La vie privée, ça existe, bordel!

PUBLIC-PRIVÉ • Se montrer critique face aux élus? Et comment! Mais en les jugeant sur leur action publique, pas sur leur vie privée. La séparation entre l’une et l’autre est capitale. Et doit être respectée.

  • Jugeons les hommes et les femmes politiques en fonction de leurs résultats, non de ce qu’ils sont  sur le plan privé. 123RF/DIRCK ERCKEN 123RF/TOMMASO LIZZUL

    Jugeons les hommes et les femmes politiques en fonction de leurs résultats, non de ce qu’ils sont sur le plan privé. 123RF/DIRCK ERCKEN 123RF/TOMMASO LIZZUL

Je dois être un homme d’une autre époque. Pour moi, les mots «vie privée» ont un sens. Et la séparation, drastique, entre existence intime, justement, et action publique.

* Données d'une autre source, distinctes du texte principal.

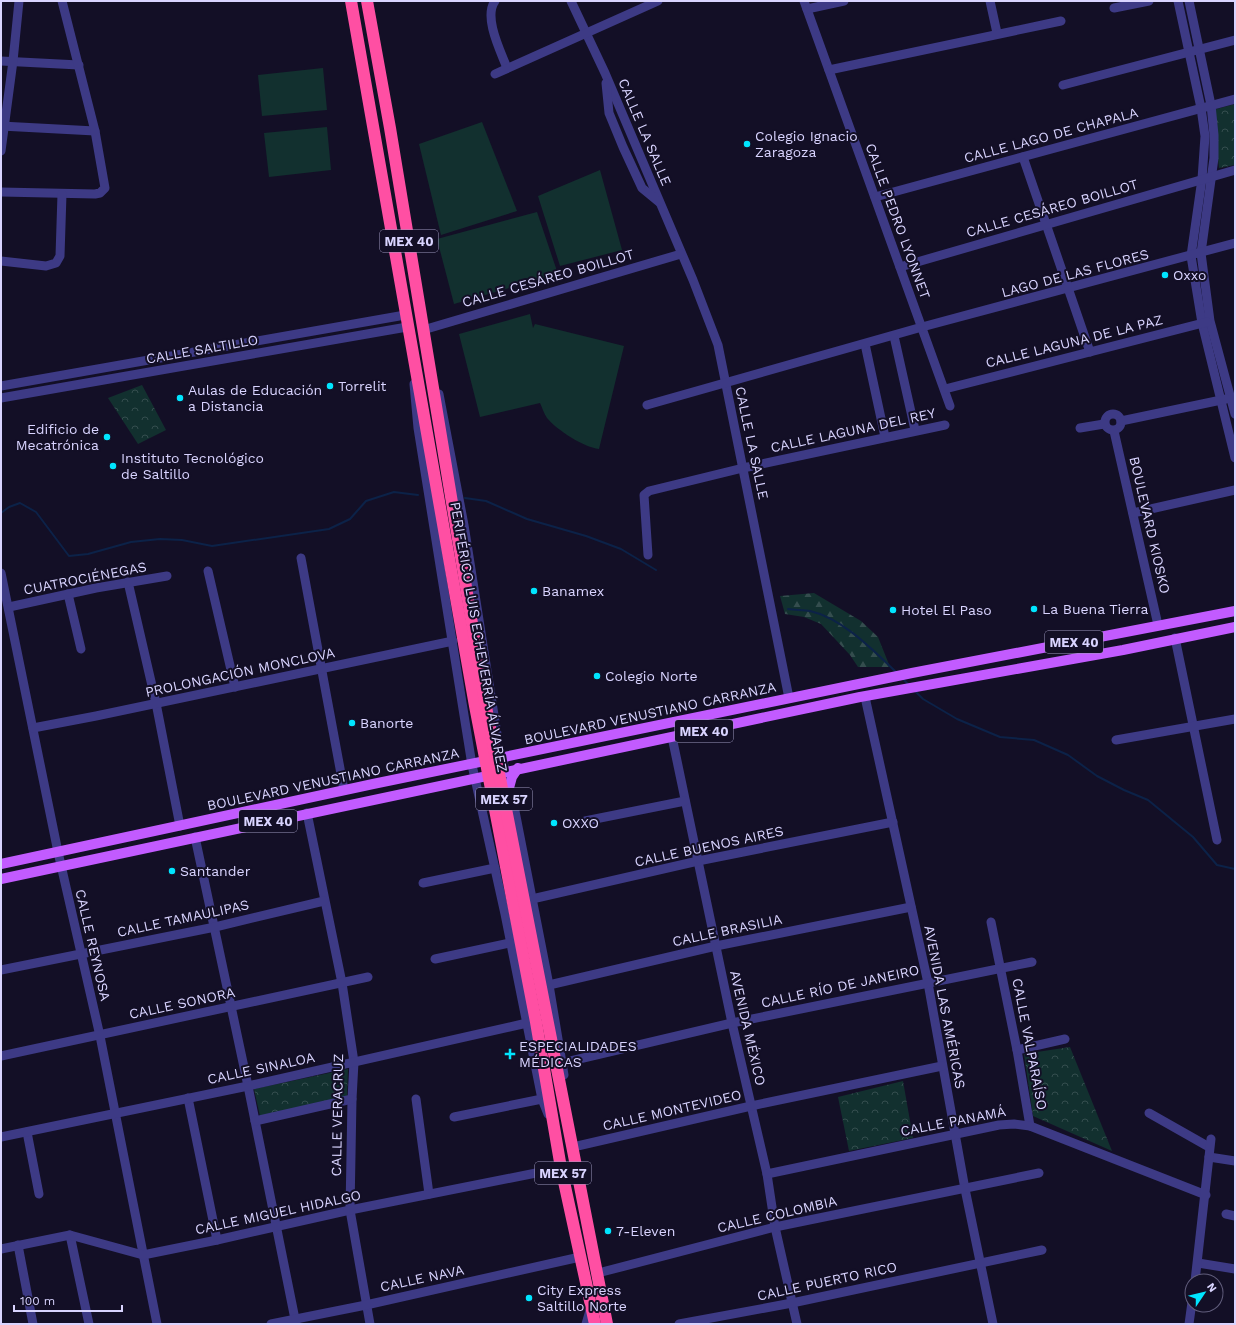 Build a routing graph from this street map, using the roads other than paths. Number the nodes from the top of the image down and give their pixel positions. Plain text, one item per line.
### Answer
1 (19, 1) edge
2 (62, 1) edge
3 (351, 1) edge
4 (367, 1) edge
5 (495, 1) edge
6 (571, 1) edge
7 (658, 1) edge
8 (844, 1) edge
9 (990, 1) edge
10 (1149, 1) edge
11 (1178, 1) edge
12 (1189, 1) edge
13 (806, 5) edge
14 (1114, 8) dead end
15 (1061, 21) dead end
16 (997, 33) junction
17 (587, 34) junction
18 (1235, 40) edge
19 (1194, 51) junction
20 (1, 61) edge
21 (13, 61) junction
22 (79, 65) junction
23 (507, 68) junction
24 (829, 70) junction
25 (364, 73) junction
26 (495, 74) dead end
27 (1063, 85) dead end
28 (1235, 99) edge
29 (1211, 106) junction
30 (1201, 108) junction
31 (3, 126) edge
32 (390, 128) junction
33 (95, 131) junction
34 (1, 151) edge
35 (1023, 157) junction
36 (1235, 170) edge
37 (1212, 176) junction
38 (1202, 179) junction
39 (1, 192) edge
40 (62, 194) junction
41 (875, 197) junction
42 (1045, 224) junction
43 (1235, 244) edge
44 (411, 249) junction
45 (1202, 253) junction
46 (681, 254) junction
47 (1191, 256) junction
48 (1, 261) edge
49 (900, 267) junction
50 (1068, 289) junction
51 (405, 315) junction
52 (1206, 322) junction
53 (407, 327) junction
54 (922, 328) junction
55 (423, 330) junction
56 (894, 336) junction
57 (865, 344) junction
58 (1090, 352) junction
59 (427, 357) junction
60 (415, 371) junction
61 (726, 384) junction
62 (1, 386) edge
63 (945, 389) junction
64 (1, 398) edge
65 (1231, 398) junction
66 (1220, 400) junction
67 (647, 405) dead end
68 (950, 406) dead end
69 (1235, 414) edge
70 (1121, 421) junction
71 (1104, 424) junction
72 (946, 425) dead end
73 (1080, 428) dead end
74 (915, 430) junction
75 (1114, 431) junction
76 (885, 437) junction
77 (1235, 458) edge
78 (743, 468) junction
79 (1235, 490) edge
80 (1133, 513) junction
81 (648, 555) dead end
82 (301, 558) dead end
83 (208, 571) dead end
84 (1, 572) edge
85 (167, 576) dead end
86 (458, 576) junction
87 (128, 582) junction
88 (2, 584) edge
89 (68, 594) junction
90 (9, 607) junction
91 (1235, 611) edge
92 (1158, 625) junction
93 (1235, 627) edge
94 (1175, 638) junction
95 (453, 641) junction
96 (81, 649) dead end
97 (322, 669) junction
98 (234, 687) junction
99 (865, 697) junction
100 (789, 698) junction
101 (156, 704) junction
102 (1235, 719) edge
103 (1194, 727) junction
104 (33, 728) junction
105 (672, 737) junction
106 (498, 739) junction
107 (1116, 740) dead end
108 (468, 743) junction
109 (502, 758) junction
110 (472, 764) junction
111 (518, 768) junction
112 (505, 771) junction
113 (475, 777) junction
114 (509, 788) junction
115 (344, 790) junction
116 (480, 796) junction
117 (685, 801) junction
118 (514, 806) junction
119 (307, 813) junction
120 (586, 821) dead end
121 (893, 822) junction
122 (180, 826) junction
123 (195, 837) junction
124 (1218, 840) dead end
125 (58, 852) junction
126 (698, 861) junction
127 (1, 864) edge
128 (61, 866) junction
129 (495, 868) junction
130 (1, 879) edge
131 (423, 883) dead end
132 (532, 899) junction
133 (324, 901) junction
134 (911, 907) junction
135 (991, 922) dead end
136 (215, 927) junction
137 (510, 943) junction
138 (716, 946) junction
139 (80, 954) junction
140 (435, 959) dead end
141 (1032, 962) dead end
142 (1001, 968) junction
143 (1, 970) edge
144 (368, 977) dead end
145 (342, 983) junction
146 (928, 983) junction
147 (549, 986) junction
148 (232, 1006) junction
149 (537, 1022) junction
150 (732, 1023) junction
151 (100, 1036) junction
152 (1065, 1039) dead end
153 (1017, 1050) junction
154 (1, 1056) edge
155 (354, 1062) junction
156 (562, 1063) junction
157 (942, 1066) junction
158 (248, 1086) junction
159 (562, 1094) junction
160 (188, 1098) junction
161 (352, 1099) junction
162 (416, 1099) dead end
163 (542, 1099) junction
164 (751, 1106) junction
165 (1149, 1113) dead end
166 (115, 1114) junction
167 (454, 1117) dead end
168 (255, 1121) junction
169 (1030, 1126) junction
170 (27, 1132) junction
171 (955, 1133) junction
172 (555, 1135) junction
173 (1, 1137) edge
174 (573, 1147) junction
175 (1209, 1157) junction
176 (1235, 1161) edge
177 (562, 1168) junction
178 (1039, 1173) dead end
179 (767, 1174) junction
180 (965, 1189) junction
181 (39, 1194) dead end
182 (429, 1194) junction
183 (1206, 1194) junction
184 (350, 1210) junction
185 (277, 1227) junction
186 (775, 1227) junction
187 (70, 1236) junction
188 (216, 1240) junction
189 (18, 1245) junction
190 (1, 1249) edge
191 (1042, 1250) dead end
192 (143, 1255) junction
193 (580, 1257) junction
194 (979, 1263) junction
195 (1198, 1263) junction
196 (1235, 1269) edge
197 (598, 1273) junction
198 (1196, 1273) edge
199 (792, 1303) junction
200 (366, 1305) junction
201 (591, 1307) junction
202 (1190, 1313) edge
203 (296, 1321) edge
204 (33, 1324) edge
205 (89, 1324) edge
206 (157, 1324) edge
207 (271, 1324) edge
208 (370, 1324) edge
209 (586, 1324) edge
210 (595, 1324) edge
211 (607, 1324) edge
212 (679, 1324) edge
213 (797, 1324) edge
214 (993, 1324) edge
215 (1189, 1324) edge

1 - 21 street
2 - 22 street
3 - 25 highway, PERIFÉRICO LUIS ECHEVERRÍA ÁLVAREZ / MEX 40
4 - 32 highway, PERIFÉRICO LUIS ECHEVERRÍA ÁLVAREZ / MEX 40
5 - 23 street
6 - 17 street, CALLE LA SALLE
7 - 17 street
8 - 13 street
9 - 16 street
10 - 14 street
11 - 19 street
12 - 19 street
13 - 24 street, CALLE PEDRO LYONNET
15 - 16 street
16 - 24 street
17 - 23 street
17 - 46 street, CALLE LA SALLE
18 - 19 street
19 - 27 street
19 - 29 street
19 - 30 street
20 - 21 street
21 - 22 street
21 - 31 street
22 - 33 street
23 - 26 street
24 - 41 street, CALLE PEDRO LYONNET
25 - 32 highway
25 - 51 highway, PERIFÉRICO LUIS ECHEVERRÍA ÁLVAREZ / MEX 40
28 - 29 street, CALLE LAGO DE CHAPALA
29 - 30 street, CALLE LAGO DE CHAPALA
29 - 37 street
30 - 35 street, CALLE LAGO DE CHAPALA
30 - 38 street
31 - 33 street
31 - 34 street
32 - 44 highway, PERIFÉRICO LUIS ECHEVERRÍA ÁLVAREZ / MEX 40
33 - 40 street
35 - 41 street, CALLE LAGO DE CHAPALA
35 - 42 street
36 - 37 street, CALLE CESÁREO BOILLOT
37 - 38 street, CALLE CESÁREO BOILLOT
37 - 45 street
38 - 42 street, CALLE CESÁREO BOILLOT
38 - 47 street
39 - 40 street
40 - 48 street
41 - 49 street, CALLE PEDRO LYONNET
42 - 49 street, CALLE CESÁREO BOILLOT
42 - 50 street
43 - 45 street, LAGO DE LAS FLORES
44 - 53 highway
44 - 55 highway, PERIFÉRICO LUIS ECHEVERRÍA ÁLVAREZ / MEX 40
45 - 47 street, LAGO DE LAS FLORES
45 - 52 street
46 - 55 street, CALLE CESÁREO BOILLOT
46 - 61 street, CALLE LA SALLE
47 - 50 street, LAGO DE LAS FLORES
47 - 52 street
49 - 54 street, CALLE PEDRO LYONNET
50 - 54 street, LAGO DE LAS FLORES
50 - 58 street
51 - 53 highway, PERIFÉRICO LUIS ECHEVERRÍA ÁLVAREZ / MEX 40
51 - 62 street, CALLE SALTILLO
52 - 58 street, CALLE LAGUNA DE LA PAZ
52 - 65 street
52 - 66 street
53 - 60 highway, PERIFÉRICO LUIS ECHEVERRÍA ÁLVAREZ / MEX 40
53 - 64 street, CALLE SALTILLO
54 - 56 street, LAGO DE LAS FLORES
54 - 63 street, CALLE PEDRO LYONNET
55 - 59 highway, PERIFÉRICO LUIS ECHEVERRÍA ÁLVAREZ / MEX 40
56 - 57 street, LAGO DE LAS FLORES
56 - 74 street
57 - 61 street, LAGO DE LAS FLORES
57 - 76 street
58 - 63 street, CALLE LAGUNA DE LA PAZ
59 - 86 highway, PERIFÉRICO LUIS ECHEVERRÍA ÁLVAREZ / MEX 40
59 - 106 street, PERIFÉRICO LUIS ECHEVERRÍA ÁLVAREZ
60 - 86 highway, PERIFÉRICO LUIS ECHEVERRÍA ÁLVAREZ / MEX 40
60 - 95 street
61 - 67 street, LAGO DE LAS FLORES
61 - 78 street, CALLE LA SALLE
63 - 68 street, CALLE PEDRO LYONNET
65 - 66 street
65 - 69 street
66 - 70 street
66 - 77 street
70 - 71 street
70 - 75 street
71 - 73 street
71 - 75 street
72 - 74 street, CALLE LAGUNA DEL REY
74 - 76 street, CALLE LAGUNA DEL REY
75 - 80 street, BOULEVARD KIOSKO
76 - 78 street, CALLE LAGUNA DEL REY
78 - 81 street, CALLE LAGUNA DEL REY
78 - 100 street, CALLE LA SALLE
79 - 80 street
80 - 92 street, BOULEVARD KIOSKO
82 - 97 street
83 - 98 street
84 - 88 street, CALLE REYNOSA
85 - 87 street, CUATROCIÉNEGAS
86 - 149 highway, PERIFÉRICO LUIS ECHEVERRÍA ÁLVAREZ / MEX 57
87 - 89 street, CUATROCIÉNEGAS
87 - 101 street
88 - 90 street, CALLE REYNOSA
89 - 90 street, CUATROCIÉNEGAS
89 - 96 street
90 - 104 street, CALLE REYNOSA
91 - 92 main road, BOULEVARD VENUSTIANO CARRANZA / MEX 40
92 - 100 main road, BOULEVARD VENUSTIANO CARRANZA / MEX 40
93 - 94 main road, BOULEVARD VENUSTIANO CARRANZA / MEX 40
94 - 99 main road, BOULEVARD VENUSTIANO CARRANZA / MEX 40
94 - 103 street
95 - 97 street, PROLONGACIÓN MONCLOVA
95 - 108 street
97 - 98 street, PROLONGACIÓN MONCLOVA
97 - 115 street
98 - 101 street, PROLONGACIÓN MONCLOVA
99 - 105 main road, BOULEVARD VENUSTIANO CARRANZA / MEX 40
99 - 121 street, AVENIDA LAS AMÉRICAS
100 - 109 main road, BOULEVARD VENUSTIANO CARRANZA / MEX 40
101 - 104 street, PROLONGACIÓN MONCLOVA
101 - 122 street
102 - 103 street
103 - 107 street
103 - 124 street
104 - 125 street, CALLE REYNOSA
105 - 111 main road, BOULEVARD VENUSTIANO CARRANZA / MEX 40
105 - 117 street, AVENIDA MÉXICO
106 - 108 street
106 - 109 street, PERIFÉRICO LUIS ECHEVERRÍA ÁLVAREZ
108 - 110 street
109 - 110 main road, BOULEVARD VENUSTIANO CARRANZA / MEX 40
109 - 112 street, PERIFÉRICO LUIS ECHEVERRÍA ÁLVAREZ
110 - 113 street
110 - 115 main road, BOULEVARD VENUSTIANO CARRANZA / MEX 40
111 - 112 main road, BOULEVARD VENUSTIANO CARRANZA / MEX 40
111 - 114 main road
112 - 113 main road, BOULEVARD VENUSTIANO CARRANZA / MEX 40
112 - 114 street, PERIFÉRICO LUIS ECHEVERRÍA ÁLVAREZ
113 - 116 street
113 - 119 main road, BOULEVARD VENUSTIANO CARRANZA / MEX 40
114 - 118 street, PERIFÉRICO LUIS ECHEVERRÍA ÁLVAREZ
115 - 122 main road, BOULEVARD VENUSTIANO CARRANZA / MEX 40
116 - 118 street
116 - 129 street
117 - 120 street
117 - 126 street, AVENIDA MÉXICO
118 - 132 street, PERIFÉRICO LUIS ECHEVERRÍA ÁLVAREZ
119 - 123 main road, BOULEVARD VENUSTIANO CARRANZA / MEX 40
119 - 133 street, CALLE VERACRUZ
121 - 126 street, CALLE BUENOS AIRES
121 - 134 street, AVENIDA LAS AMÉRICAS
122 - 125 main road, BOULEVARD VENUSTIANO CARRANZA / MEX 40
123 - 128 main road, BOULEVARD VENUSTIANO CARRANZA / MEX 40
123 - 136 street
125 - 127 main road, BOULEVARD VENUSTIANO CARRANZA / MEX 40
125 - 128 street, CALLE REYNOSA
126 - 132 street, CALLE BUENOS AIRES
126 - 138 street, AVENIDA MÉXICO
128 - 130 main road, BOULEVARD VENUSTIANO CARRANZA / MEX 40
128 - 139 street, CALLE REYNOSA
129 - 131 street
129 - 137 street
132 - 147 street, PERIFÉRICO LUIS ECHEVERRÍA ÁLVAREZ
133 - 136 street, CALLE TAMAULIPAS
133 - 145 street, CALLE VERACRUZ
134 - 138 street, CALLE BRASILIA
134 - 146 street, AVENIDA LAS AMÉRICAS
135 - 142 street, CALLE VALPARAÍSO
136 - 139 street, CALLE TAMAULIPAS
136 - 148 street
137 - 140 street
137 - 149 street
138 - 147 street, CALLE BRASILIA
138 - 150 street, AVENIDA MÉXICO
139 - 143 street, CALLE TAMAULIPAS
139 - 151 street, CALLE REYNOSA
141 - 142 street, CALLE RÍO DE JANEIRO
142 - 146 street, CALLE RÍO DE JANEIRO
142 - 153 street, CALLE VALPARAÍSO
144 - 145 street, CALLE SONORA
145 - 148 street, CALLE SONORA
145 - 155 street, CALLE VERACRUZ
146 - 150 street, CALLE RÍO DE JANEIRO
146 - 157 street, AVENIDA LAS AMÉRICAS
147 - 156 street, PERIFÉRICO LUIS ECHEVERRÍA ÁLVAREZ
148 - 151 street, CALLE SONORA
148 - 158 street
149 - 155 street, CALLE SINALOA
149 - 159 highway, PERIFÉRICO LUIS ECHEVERRÍA ÁLVAREZ / MEX 57
149 - 163 street
149 - 172 highway, PERIFÉRICO LUIS ECHEVERRÍA ÁLVAREZ / MEX 57
150 - 156 street, CALLE RÍO DE JANEIRO
150 - 164 street, AVENIDA MÉXICO
151 - 154 street, CALLE SONORA
151 - 166 street, CALLE REYNOSA
152 - 153 street
153 - 169 street, CALLE VALPARAÍSO
155 - 158 street, CALLE SINALOA
155 - 161 street, CALLE VERACRUZ
156 - 159 street, PERIFÉRICO LUIS ECHEVERRÍA ÁLVAREZ
157 - 164 street, CALLE MONTEVIDEO
157 - 171 street, AVENIDA LAS AMÉRICAS
158 - 160 street, CALLE SINALOA
158 - 168 street
159 - 174 highway, PERIFÉRICO LUIS ECHEVERRÍA ÁLVAREZ / MEX 57
160 - 166 street, CALLE SINALOA
160 - 188 street
161 - 168 street
161 - 184 street, CALLE VERACRUZ
162 - 182 street
163 - 167 street
163 - 172 street
164 - 174 street, CALLE MONTEVIDEO
164 - 179 street, AVENIDA MÉXICO
165 - 175 street
166 - 170 street, CALLE SINALOA
166 - 192 street, CALLE REYNOSA
168 - 185 street
169 - 171 street, CALLE PANAMÁ
169 - 183 street, CALLE PANAMÁ
170 - 173 street, CALLE SINALOA
170 - 181 street
171 - 179 street, CALLE PANAMÁ
171 - 180 street, AVENIDA LAS AMÉRICAS
172 - 177 highway, PERIFÉRICO LUIS ECHEVERRÍA ÁLVAREZ / MEX 57
174 - 197 highway, PERIFÉRICO LUIS ECHEVERRÍA ÁLVAREZ / MEX 57
175 - 176 street
175 - 183 street
177 - 182 street, CALLE MIGUEL HIDALGO
177 - 193 highway, PERIFÉRICO LUIS ECHEVERRÍA ÁLVAREZ / MEX 57
178 - 180 street, CALLE COLOMBIA
179 - 186 street, AVENIDA MÉXICO
180 - 186 street, CALLE COLOMBIA
180 - 194 street, AVENIDA LAS AMÉRICAS
182 - 184 street, CALLE MIGUEL HIDALGO
183 - 195 street
184 - 185 street, CALLE MIGUEL HIDALGO
184 - 200 street, CALLE VERACRUZ
185 - 188 street, CALLE MIGUEL HIDALGO
185 - 203 street
186 - 197 street, CALLE COLOMBIA
186 - 199 street, AVENIDA MÉXICO
187 - 189 street, CALLE MIGUEL HIDALGO
187 - 192 street, CALLE MIGUEL HIDALGO
187 - 205 street
188 - 192 street, CALLE MIGUEL HIDALGO
189 - 190 street, CALLE MIGUEL HIDALGO
189 - 204 street
191 - 194 street, CALLE PUERTO RICO
192 - 206 street, CALLE REYNOSA
193 - 200 street, CALLE NAVA
193 - 201 highway, PERIFÉRICO LUIS ECHEVERRÍA ÁLVAREZ / MEX 57
194 - 199 street, CALLE PUERTO RICO
194 - 214 street, AVENIDA LAS AMÉRICAS
195 - 196 street
195 - 198 street
197 - 211 highway, PERIFÉRICO LUIS ECHEVERRÍA ÁLVAREZ / MEX 57
199 - 212 street, CALLE PUERTO RICO
199 - 213 street, AVENIDA MÉXICO
200 - 203 street, CALLE NAVA
200 - 208 street, CALLE VERACRUZ
201 - 209 street
201 - 210 highway, PERIFÉRICO LUIS ECHEVERRÍA ÁLVAREZ / MEX 57
202 - 215 street
203 - 207 street, CALLE NAVA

Ainsi, les politiques, les élus: autant je suis favorable à un exercice critique intransigeant de leurs actes, dans l’exercice de leurs fonctions, autant leur vie privée m’est indifférente. Je vais plus loin, et suis conscient d’être minoritaire sur ce plan: il m’est assez égal de savoir que tel ou tel aurait «fauté» sur le plan de la morale (définie par qui?), ou des convenances, s’il s’avère excellent dans l’exercice de son mandat. Ouvrons les livres d’histoire, les biographies des grands hommes: pouvez-vous m’en citer un seul dont la vie privée fût parfaite? Quelle importance? On ne le juge pas à cette aune-là, tout simplement.

«Exemplarité»!

Je dis que je dois être d’une autre époque, parce qu’aujourd’hui, sans doute sous influence américaine, nos médias ne font plus la moindre différence entre vie privée et vie publique. Sous prétexte d’«exemplarité» (dans quelle constitution, quelle charte fondamentale, quelle loi, ce concept est-il inscrit?) des élus, il faudrait que ces derniers soient parfaits. Des anges. Sans la moindre aspérité. Oui, cela nous vient des Etats-Unis, d’un certain puritanisme qui, de longue date, à vrai dire dès les premiers colons, sévit Outre-Atlantique. Et cela nous a été importé ces dernières années. Homme d’un ancien temps, je conteste absolument l’opportunité de cette importation. Je continuerai, jusqu’au bout, à juger les hommes et les femmes politiques en fonction de leurs résultats, non de ce qu’ils sont sur le plan privé.

S’il y a condamnation...

Cette volonté de résistance à l’esprit du temps m’a amené à ne pas accabler Mark Muller, pas plus que Valérie Garbani, ni Yannick Buttet. Bien sûr, s’il y a plainte pénale, que cette dernière est reçue, instruite, donne lieu à un procès, et qu’il y a un jour condamnation, l’élu devra se retirer: non parce qu’il aurait enfreint la morale, mais la loi. Eh oui, la loi, la codification qui nous est commune, que nous devons tous respecter. Mais à mes yeux, tant qu’il n’y a pas condamnation, la personne peut rester. Je me sais minoritaire à penser cela, mais l’exprime néanmoins.

Poids des réseaux sociaux

Et puis, il y a les réseaux sociaux. Le poids, de plus en plus insupportable, de la délation. Pour un rien, on dénonce. On jette l’anathème. On confond l’information avec la rumeur. On salit. Jusque dans la presse, on donne crédit à des accusations anonymes. On va jusqu’à sanctifier la catégorie «victime», sans que la justice, seule habilitée à statuer, n’ait été saisie, sans qu’une affaire ait simplement été instruite, sans qu’il y ait eu procès, encore moins condamnation. Alors, on juge, à l’emporte-pièce. En fonction de la morale ambiante, celle du moment. Sous la pression de groupes, lobbies ou corporatismes qui font régner une véritable terreur, et vouent à la damnation ceux qui ne vont pas dans leur sens. Je suis peut-être un homme d’une autre époque, mais cette dérive-là, je la rejette, de toutes mes forces.